E não vivem tantos filhos na ignorância do valor dos seus pais?

As suas considerações sobre a mortalidade masculina ou a dificuldade que enfrenta o indivíduo que tenta ser bom, deixaram-me ali a simplesmente absorver o livro. Mas, habilmente, Bradbury alterna entre a sabedoria profunda de Charles, e a pelagem de criança. A escrita muda, a toada altera-se, e no entanto sempre com uma impressionante força, estocadas curtas e certeiras na nossa mente, golpes de considerações antropológicas que ecoam em nós, onde nomes e pistas identitárias poderiam ser omitidos sem que por um segundo perdêssemos noção de estar na mente de um adulto ou de uma criança.

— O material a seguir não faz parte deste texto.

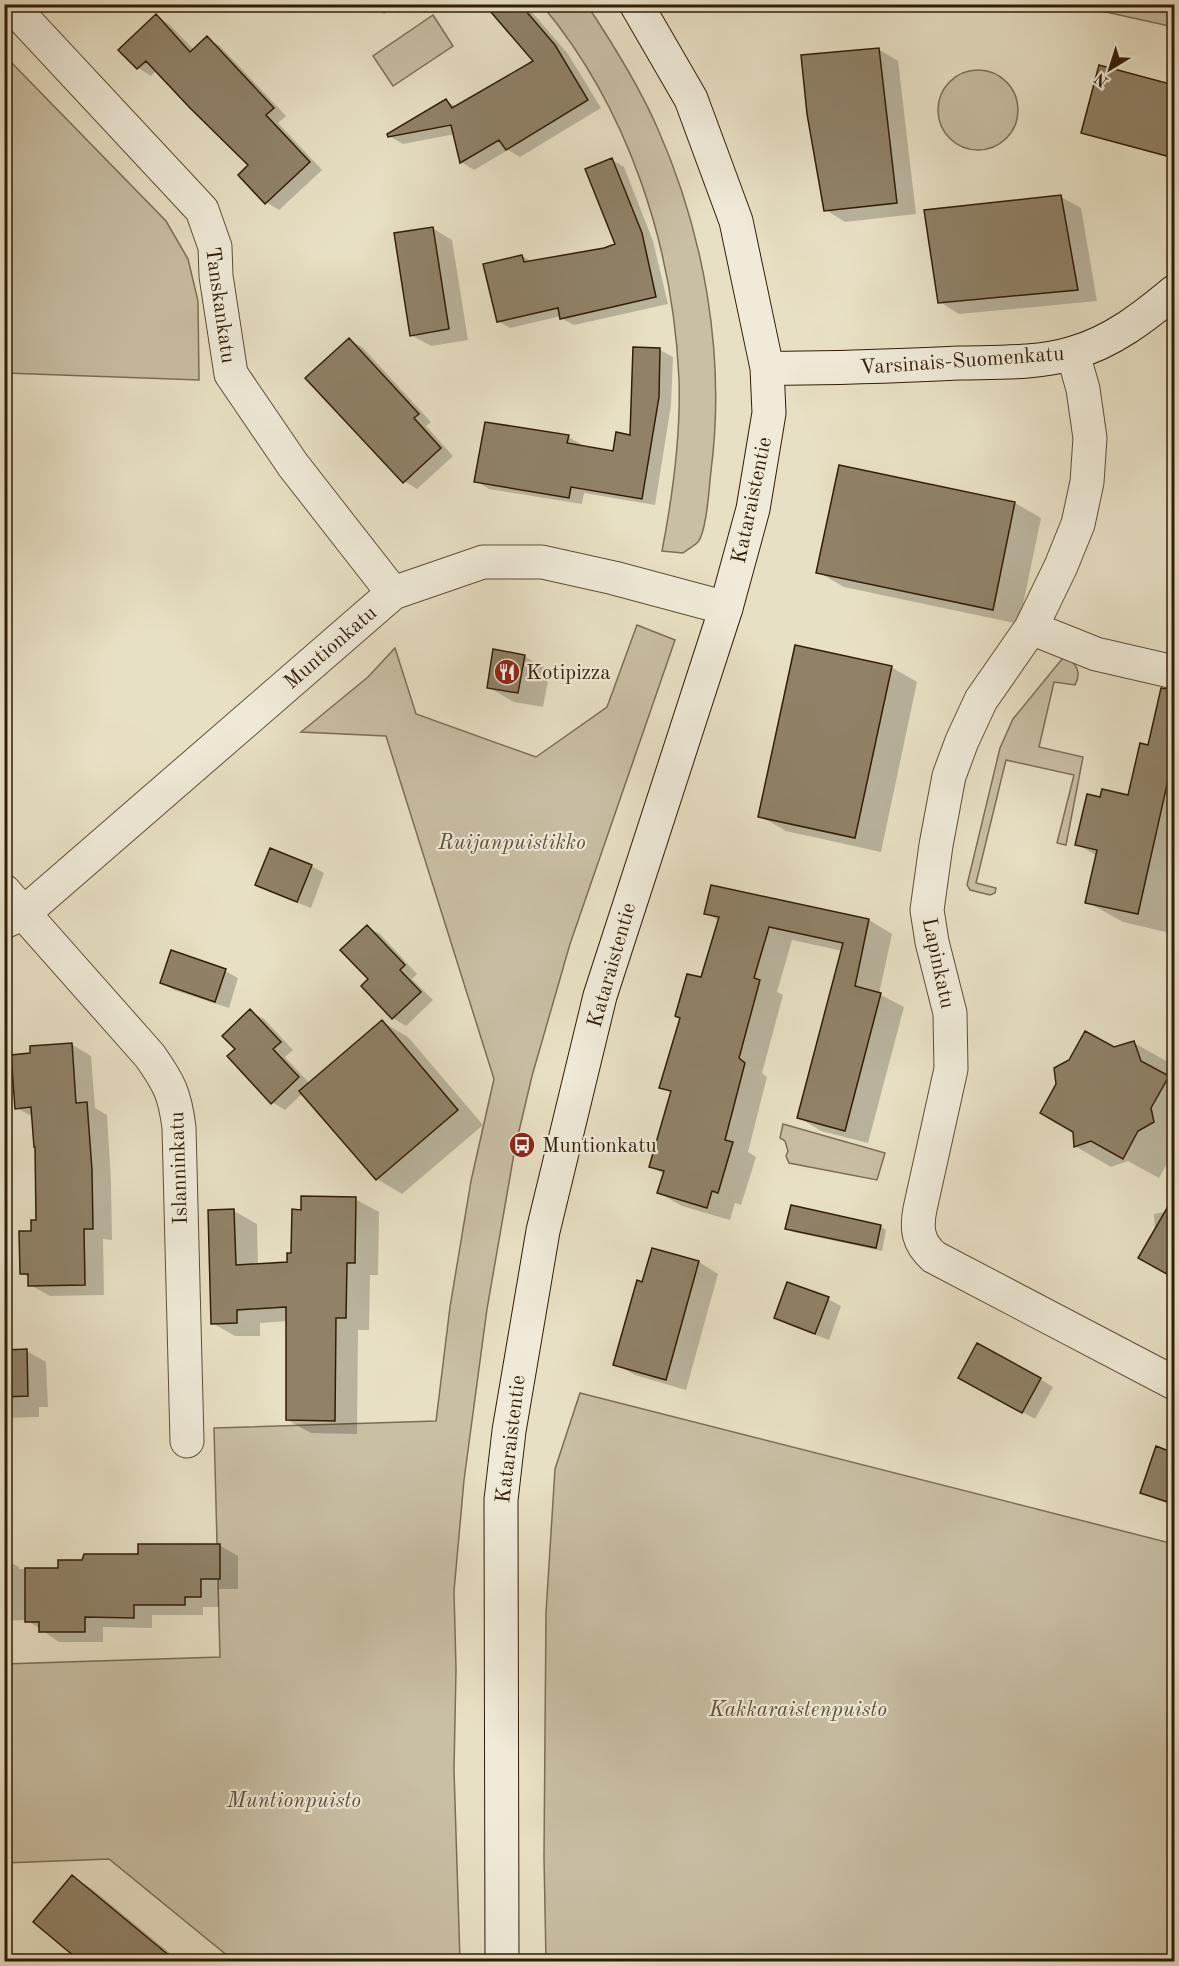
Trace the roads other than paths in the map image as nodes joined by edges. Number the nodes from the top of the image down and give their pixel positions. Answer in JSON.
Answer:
{"nodes":[{"id":1,"x":10,"y":4,"type":"edge"},
{"id":2,"x":636,"y":4,"type":"edge"},
{"id":3,"x":1174,"y":292,"type":"edge"},
{"id":4,"x":1073,"y":354,"type":"junction"},
{"id":5,"x":767,"y":368,"type":"junction"},
{"id":6,"x":393,"y":593,"type":"junction"},
{"id":7,"x":726,"y":608,"type":"junction"},
{"id":8,"x":1031,"y":628,"type":"junction"},
{"id":9,"x":1174,"y":672,"type":"edge"},
{"id":10,"x":11,"y":908,"type":"edge"},
{"id":11,"x":1174,"y":1383,"type":"edge"},
{"id":12,"x":187,"y":1441,"type":"dead end"},
{"id":13,"x":502,"y":1962,"type":"edge"}],
"edges":[{"from":1,"to":6,"type":"street","name":"Tanskankatu"},
{"from":2,"to":5,"type":"street","name":"Kataraistentie"},
{"from":3,"to":4,"type":"street","name":"Varsinais-Suomenkatu"},
{"from":4,"to":5,"type":"street","name":"Varsinais-Suomenkatu"},
{"from":4,"to":8,"type":"street","name":"Lapinkatu"},
{"from":5,"to":7,"type":"street","name":"Kataraistentie"},
{"from":6,"to":7,"type":"street","name":"Muntionkatu"},
{"from":6,"to":10,"type":"street","name":"Muntionkatu"},
{"from":7,"to":13,"type":"street","name":"Kataraistentie"},
{"from":8,"to":9,"type":"street"},
{"from":8,"to":11,"type":"street","name":"Lapinkatu"},
{"from":10,"to":12,"type":"street","name":"Islanninkatu"}]}
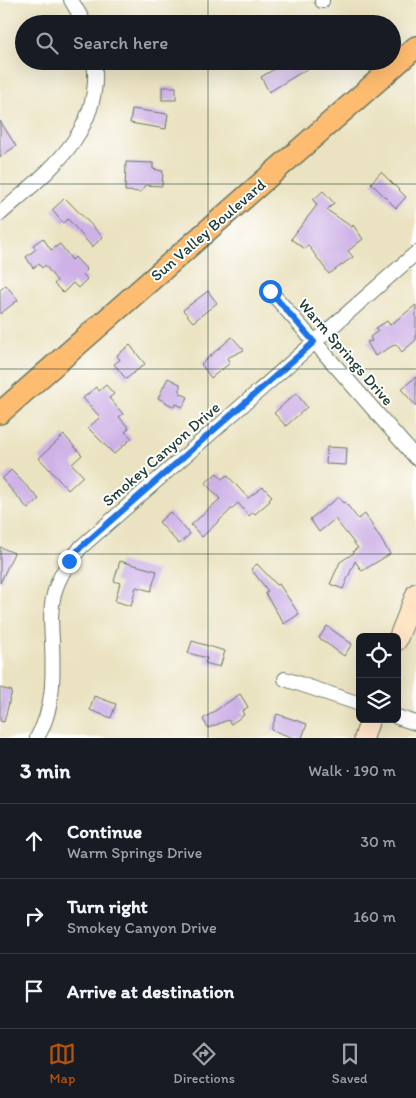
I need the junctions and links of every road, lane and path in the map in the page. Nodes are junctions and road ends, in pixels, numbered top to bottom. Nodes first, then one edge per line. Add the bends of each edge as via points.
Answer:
1 (71, 0) edge
2 (80, 15) edge
3 (416, 47) edge
4 (401, 60) edge
5 (94, 70) edge
6 (390, 70) edge
7 (0, 214) edge
8 (416, 253) edge
9 (270, 291) dead end
10 (314, 342) junction
11 (0, 413) edge
12 (416, 458) edge
13 (416, 593) edge
14 (400, 633) edge
15 (285, 679) dead end
16 (356, 703) edge
17 (401, 718) edge
18 (369, 723) edge
19 (416, 723) edge
20 (37, 738) edge
21 (364, 738) edge

1 - 2 street
3 - 4 main road, Sun Valley Boulevard
5 - 7 street via 90,110 72,147
6 - 11 main road, Sun Valley Boulevard
8 - 10 street, Smokey Canyon Drive
9 - 10 street, Warm Springs Drive
10 - 12 street, Warm Springs Drive
10 - 20 street, Smokey Canyon Drive via 69,561 54,595 51,614 53,688 49,709
13 - 14 street
15 - 16 street
17 - 19 street
18 - 21 street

Will e Jim, são mariposas atraídas para a feira, o último principalmente; o apressado, o incauto, ansioso por ser maior. Recuar tornar-se-á impossível antes que o saibam: a feira é exigente, não deixará de cumprir os seus objectivos, de atrair as moscas para a sua irresistível teia e eliminar aqueles que tentarem travá-la. Uma coisa apenas, e nada mais do que essa pequena grande coisa, pode defender Will e Jim do poder irresistível de Mr. Dark. Neste mundo de crianças que querem ser grandes e adultos que desejam ser pequenos, aquilo que as primeiras possuem e os segundos nunca deveriam perder, é a sua mais poderosa arma. Não é deliciosamente simples?

Ray Bradbury escreve como um exímio contador de histórias sem medo de encantar. Doce e tenso, mágico e pensativo, "Algo Maligno Vem Aí" é talvez a grande edição da Saída de Emergência neste final de ano, e uma das mais fortes narrativas do meu 2012.